14/06/2016

Se a 4ª edição da pesquisa Retratos da Leitura no Brasil
revelou que o brasileiro é um povo que lê majoritariamente
a Bíblia, agora um estudo realizado pela Fundação
Instituto de Pesquisas Econômicas (Fipe) para a Câmera Brasileira
do Livro (CBL) e para o Sindicato Nacional dos Editores de Livros (SNEL)

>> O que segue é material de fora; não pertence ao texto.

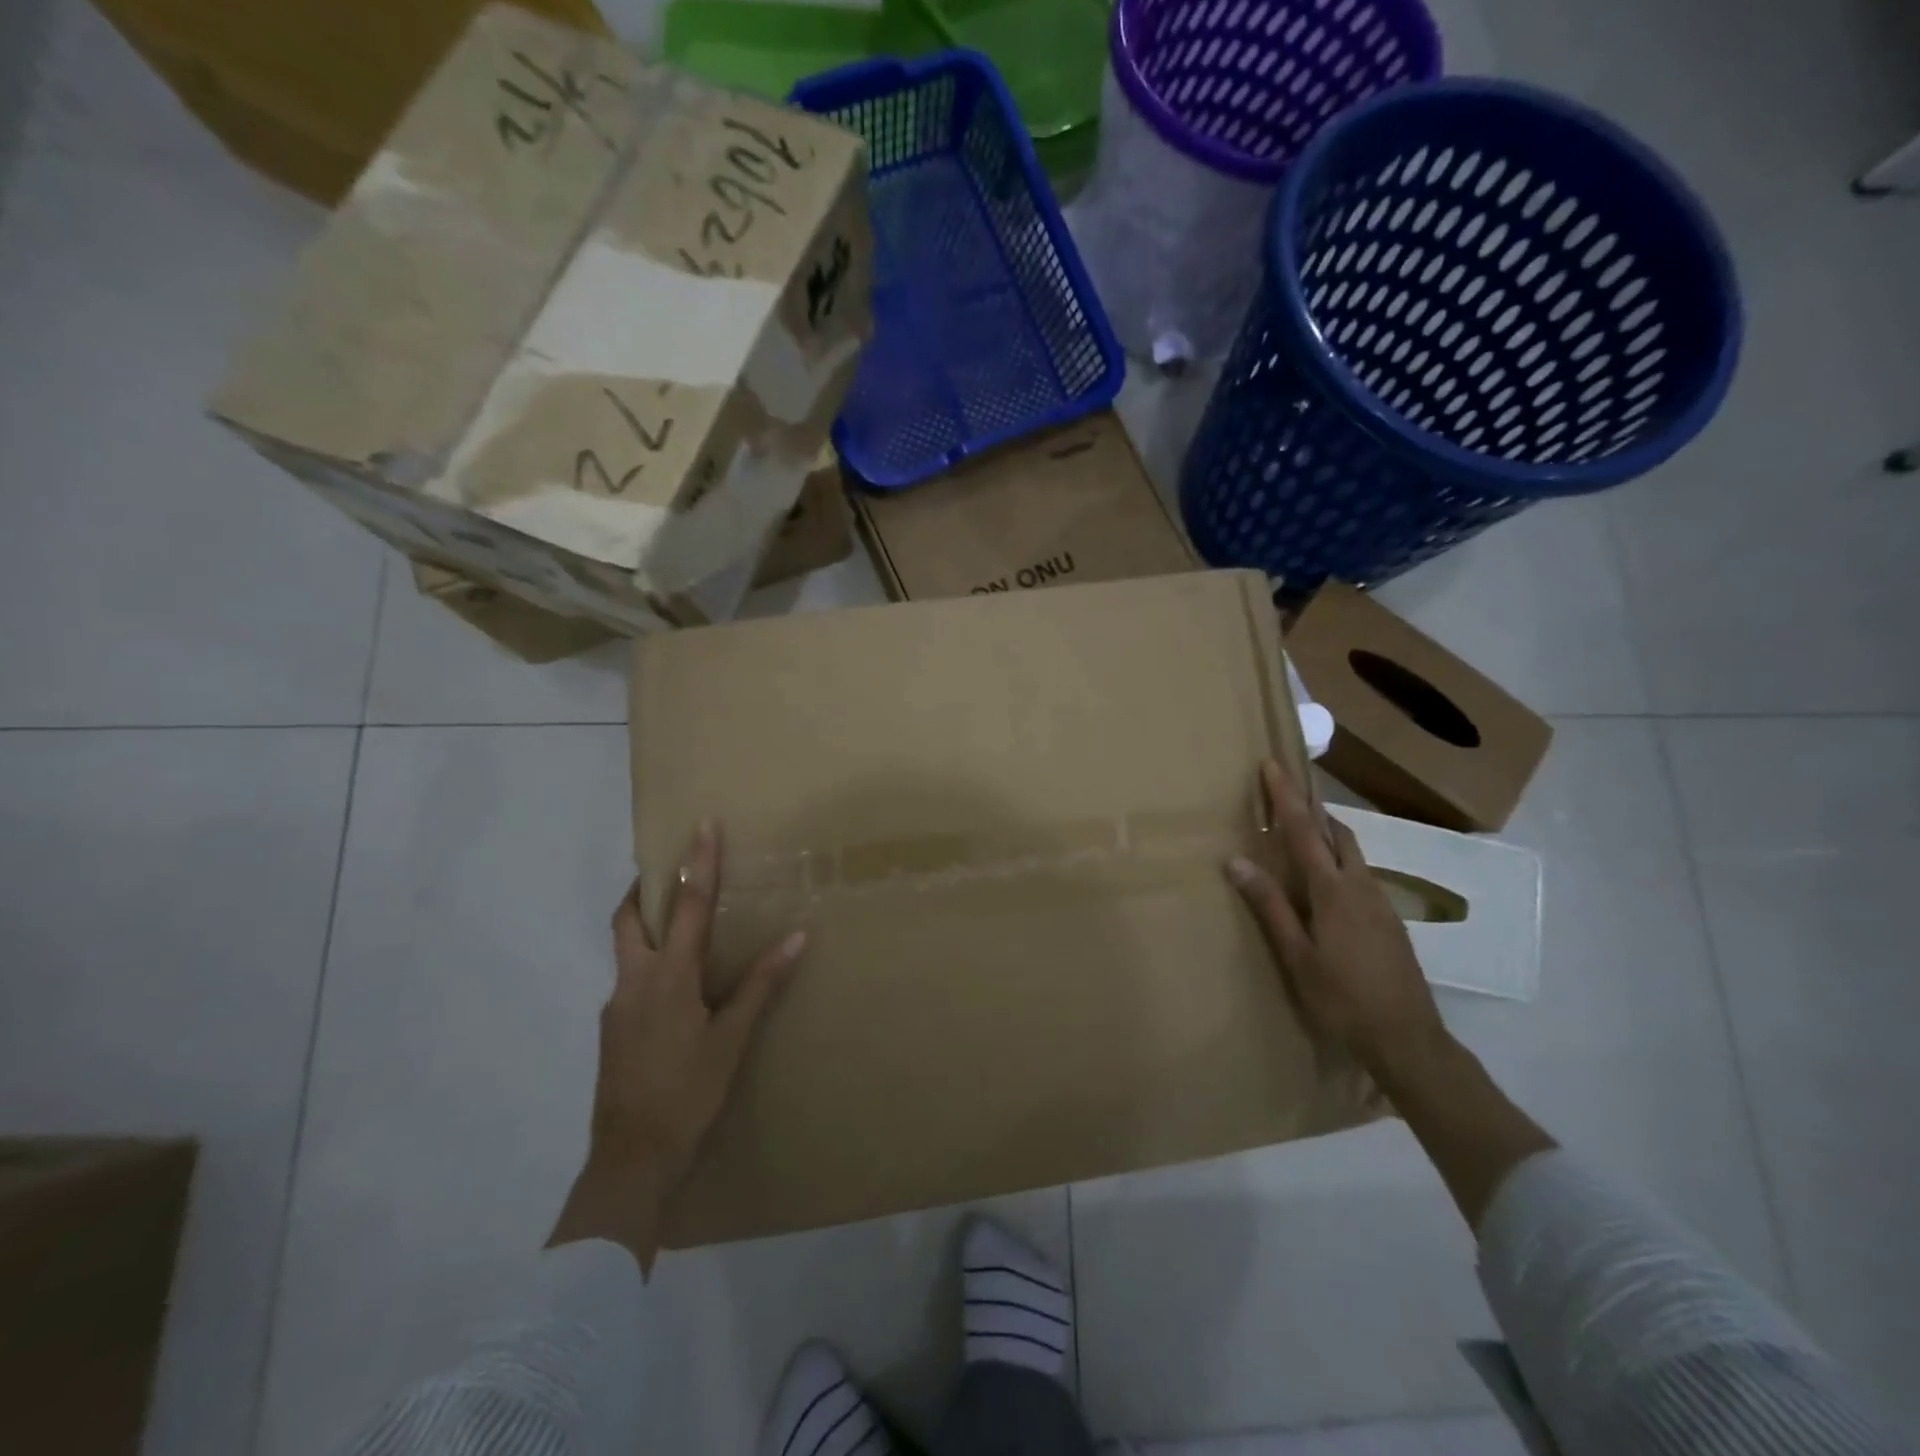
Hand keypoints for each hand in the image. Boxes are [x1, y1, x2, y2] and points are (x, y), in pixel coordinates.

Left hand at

referente aos números do setor editorial brasileiro no ano de
2015 comprova que o momento é mesmo dos títulos ligados
às religiões. Em um ano de retração para
o mercado, a participação do nicho religioso no total
de exemplares produzidos no país saltou de 16,24% (2014) para
19,62%, sendo a segunda categoria com mais livros fabricados por aqui,
atrás apenas dos didáticos, que correspondem a 49,1% do
que foi produzido em 2015.
E se a participação dos religiosos cresceu, a literatura,
por sua vez, perdeu espaço. 7,08% dos livros produzidos no país
em 2015 foram de Literatura Adulta (contra 9,67% em 2014, uma retração
que representa mais de 15 milhões de exemplares), 2,58% foram
de Literatura Infantil (contra 7,43% em 2014, o que significa quase
25 milhões de unidades a menos) e 2,52% de Literatura Juvenil
(que em 2014 representava 4,01%). Essa redução abissal
nos infantis e juvenis está diretamente ligada à estagnação
do Programa Nacional Biblioteca da Escola (PNBE), do Governo Federal,
que havia adquirido 19 milhões de exemplares em 2014, mas que
em 2015 não comprou uma unidade sequer.
Tudo isso está dentro de um cenário global de encolhimento
nos números. No ano passado, o setor produziu 446,84 milhões
de exemplares, vendeu 389,27 milhões e faturou R$5,23 bilhões.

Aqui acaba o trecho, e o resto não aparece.